Abstract

To determine whether patients in the community with lumbosacral radiculoplexus neuropathy (LRPN) have milder neuropathy than referral patients, we characterized the outcomes and survival of population-based compared to referral-based LRPN cohorts. Previously, we found that the incidence of LRPN is 4.16/100,000/y, a frequency greater than other inflammatory neuropathies. The survival of patients with LRPN is uncharacterized. Sixty-two episodes in 59 patients with LRPN were identified over 16 years (2000-2015). Clinical findings were compared to previous referral-based LRPN cohorts. Survival data were compared to those of age- and sex-matched controls. At LRPN diagnosis, median age was 70 years, median Neuropathy Impairment Score (NIS) 22 points, 92% had pain, 95% had weakness, 23% were wheelchair-bound, and median modified Rankin Scale score (mRS) was 3 (range 1-4). At last follow-up, median NIS improved to 17 points (p < 0.001) with 56% having ≥4 points improvement, 16% were wheelchair-bound, and median mRS was 2. Compared to referral-based LRPN cohorts, community patients with LRPN had less impairment, less bilateral disease (37% vs 92%), and less wheelchair usage (23% vs 49%).
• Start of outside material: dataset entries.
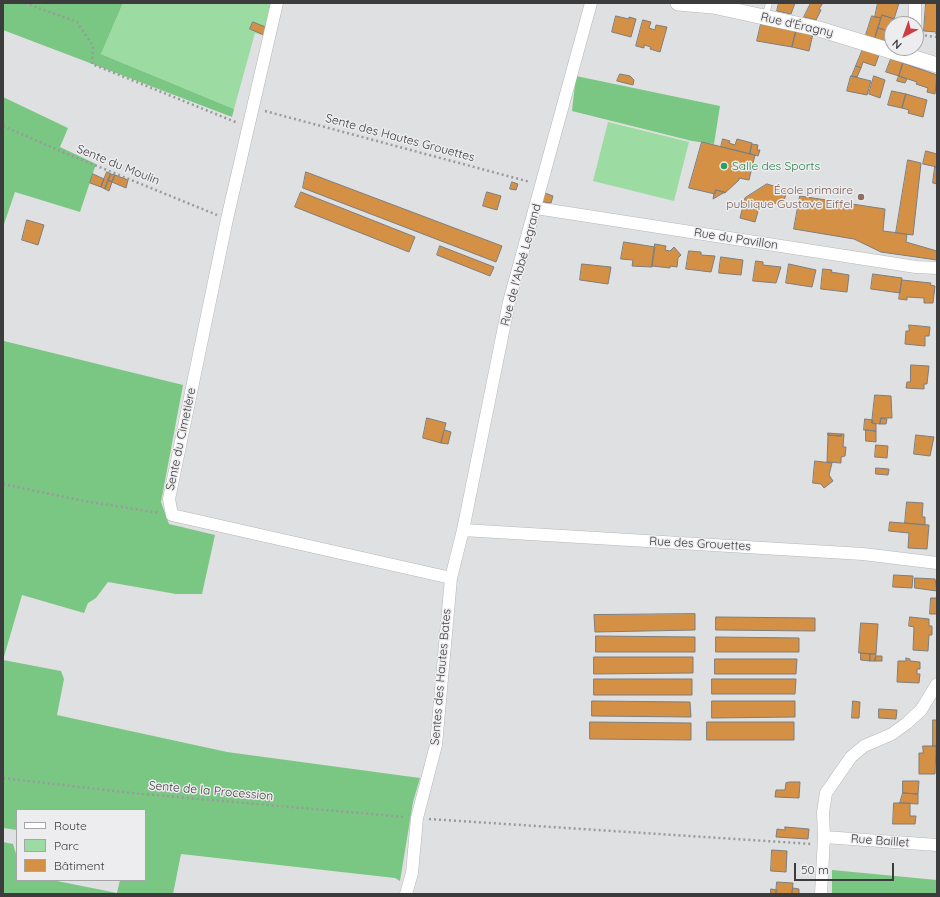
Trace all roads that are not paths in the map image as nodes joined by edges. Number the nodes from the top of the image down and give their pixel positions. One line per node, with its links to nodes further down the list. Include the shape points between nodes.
1 (277, 3): 14 (street, Sente du Cimetière, via 227,219 169,499 172,515)
2 (591, 3): 10 (street, Rue de l'Abbé Legrand)
3 (678, 3): 5 (street, Rue d'Éragny)
4 (915, 3): 6 (street)
5 (767, 10): 7 (street, Rue d'Éragny, via 819,29)
6 (915, 16)
7 (884, 45)
8 (922, 56): 9 (street, Rue d'Éragny)
9 (937, 64)
10 (536, 208): 11 (street, Rue du Pavillon, via 908,266); 12 (street, Rue de l'Abbé Legrand, via 509,302)
11 (937, 268)
12 (463, 530): 13 (street, Rue des Grouettes, via 863,554); 14 (street, Sentes des Hautes Bates)
13 (937, 563)
14 (451, 578): 18 (street, Sentes des Hautes Bates, via 436,745 417,818 412,873)
15 (937, 684): 16 (street, via 921,710 907,723 892,734 864,746 844,766 826,793 823,812)
16 (824, 841): 17 (street, Rue Baillet); 19 (street)
17 (937, 845)
18 (406, 894)
19 (821, 894)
LRPN survival was 86% at 5 years and 55% at 10 years. Compared to age- and sex-matched controls, patients with LRPN had 76% increased risk of death (p = 0.016). In multivariate analysis, diabetes, age, stroke, chronic kidney disease, peripheral artery disease, and coronary artery disease were significant mortality risk factors but LRPN was not. LRPN is a painful, paralytic, asymmetric, monophasic, sometimes bilateral pan-plexopathy that improves over time but leaves patients with impairment. Although having LRPN increases mortality, this increase is probably due to comorbidities (diabetes) rather than LRPN itself.